When my husband and I borrowed for our first car as a married couple, on our own credit and income, things were different. We had both benefited from having our parents co-sign on our loans. The fact that we had one income — my just-above-minimum-wage job — didn’t do much to counteract the fact that we both had credit scores of around 720. We had some credit card debt, and that was a factor as well. We ended up with an interest rate of around 11%. Yikes. But a year later, with an increase in income and a reduction in debt, we were able to refinance to a shorter term at what, at the time, was a great rate: 6.9%. We saved thousands, and had our loan paid off faster.
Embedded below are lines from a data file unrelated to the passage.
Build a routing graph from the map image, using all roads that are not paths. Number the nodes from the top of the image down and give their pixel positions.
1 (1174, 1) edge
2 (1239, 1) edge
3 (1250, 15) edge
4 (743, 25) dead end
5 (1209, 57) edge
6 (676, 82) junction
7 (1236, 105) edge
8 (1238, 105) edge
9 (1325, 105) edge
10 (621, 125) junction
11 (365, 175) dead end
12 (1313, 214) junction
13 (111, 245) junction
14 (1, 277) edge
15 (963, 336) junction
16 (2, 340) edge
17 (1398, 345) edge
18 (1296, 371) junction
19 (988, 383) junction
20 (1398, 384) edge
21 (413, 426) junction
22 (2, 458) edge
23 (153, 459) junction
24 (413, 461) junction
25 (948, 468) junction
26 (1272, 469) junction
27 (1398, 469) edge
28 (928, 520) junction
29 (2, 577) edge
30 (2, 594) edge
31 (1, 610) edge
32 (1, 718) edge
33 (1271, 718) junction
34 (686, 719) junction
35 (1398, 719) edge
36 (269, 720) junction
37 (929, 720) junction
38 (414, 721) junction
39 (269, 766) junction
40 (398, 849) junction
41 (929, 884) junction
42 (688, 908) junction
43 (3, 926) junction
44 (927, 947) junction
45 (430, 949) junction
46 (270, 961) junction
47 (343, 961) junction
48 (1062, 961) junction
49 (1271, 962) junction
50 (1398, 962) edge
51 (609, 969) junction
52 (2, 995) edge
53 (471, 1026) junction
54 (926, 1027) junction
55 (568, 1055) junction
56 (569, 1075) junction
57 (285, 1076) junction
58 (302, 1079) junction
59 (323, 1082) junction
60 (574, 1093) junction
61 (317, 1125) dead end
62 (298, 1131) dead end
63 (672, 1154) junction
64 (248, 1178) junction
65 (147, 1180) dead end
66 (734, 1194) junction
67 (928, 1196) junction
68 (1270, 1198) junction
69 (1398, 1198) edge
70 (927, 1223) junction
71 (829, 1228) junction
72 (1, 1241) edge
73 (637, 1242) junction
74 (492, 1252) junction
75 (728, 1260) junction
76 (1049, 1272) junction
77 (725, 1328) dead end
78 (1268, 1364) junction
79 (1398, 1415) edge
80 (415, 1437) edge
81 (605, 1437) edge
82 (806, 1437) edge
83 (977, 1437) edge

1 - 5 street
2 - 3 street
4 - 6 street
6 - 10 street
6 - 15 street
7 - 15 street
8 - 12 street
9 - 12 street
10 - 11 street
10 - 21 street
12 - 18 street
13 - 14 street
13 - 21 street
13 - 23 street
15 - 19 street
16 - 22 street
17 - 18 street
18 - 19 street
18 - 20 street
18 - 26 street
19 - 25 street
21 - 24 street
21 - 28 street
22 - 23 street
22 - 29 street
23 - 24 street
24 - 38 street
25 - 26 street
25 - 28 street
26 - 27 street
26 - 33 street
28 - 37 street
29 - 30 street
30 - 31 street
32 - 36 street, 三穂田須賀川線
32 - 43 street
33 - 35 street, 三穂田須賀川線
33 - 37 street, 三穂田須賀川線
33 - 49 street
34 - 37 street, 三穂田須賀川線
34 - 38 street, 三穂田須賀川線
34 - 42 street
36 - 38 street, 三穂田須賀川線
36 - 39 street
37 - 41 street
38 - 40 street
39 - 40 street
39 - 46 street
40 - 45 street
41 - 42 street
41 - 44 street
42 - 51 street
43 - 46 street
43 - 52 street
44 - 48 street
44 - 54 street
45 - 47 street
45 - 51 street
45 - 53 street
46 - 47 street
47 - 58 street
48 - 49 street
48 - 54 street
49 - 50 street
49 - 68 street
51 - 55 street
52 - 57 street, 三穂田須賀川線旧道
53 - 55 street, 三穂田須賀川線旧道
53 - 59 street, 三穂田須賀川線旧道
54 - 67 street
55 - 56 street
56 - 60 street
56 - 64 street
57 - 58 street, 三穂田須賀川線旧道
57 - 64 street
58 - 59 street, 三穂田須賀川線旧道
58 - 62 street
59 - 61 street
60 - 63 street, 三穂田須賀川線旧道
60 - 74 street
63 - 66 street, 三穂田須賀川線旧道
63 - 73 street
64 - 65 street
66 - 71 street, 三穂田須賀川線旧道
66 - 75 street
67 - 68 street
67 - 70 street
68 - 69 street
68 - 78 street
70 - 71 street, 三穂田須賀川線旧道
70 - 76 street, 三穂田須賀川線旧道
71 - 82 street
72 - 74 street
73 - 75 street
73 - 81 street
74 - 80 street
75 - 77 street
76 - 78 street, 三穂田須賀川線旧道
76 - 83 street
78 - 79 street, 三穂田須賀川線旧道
Even lower auto loan interest rates
Today, a 6.9% rate is merely okay. You can get auto loan refinancing for between 4.5% and 6.0% if you have good credit and other qualifications. You could save thousands if you refinance your auto loan to something with a lower interest rate. If your credit score has been heading higher, and you have a reasonably low debt to income ratio, you could probably save some money if you refinance a car that you bought prior to 2008.
Here are some things to keep in mind if you refinance your auto loan:
■Try to avoid extending the loan term. If you are two years into a five year car loan, just refinance at a lower interest rate for three years.
■Try a credit union or your local bank. These institutions are often willing to work with you, and more than happy to refinance a car loan for someone with a low credit risk.
■Shop around. Look for a lender with low origination and closing costs, and make sure you check into the other fees. You want to get the best deal.
■Make sure you really will save money. Sometimes the fees can eat away at your savings. Check to make sure you really will save money. A rule of thumb to refinance only if there is at least a 1% difference in the rates.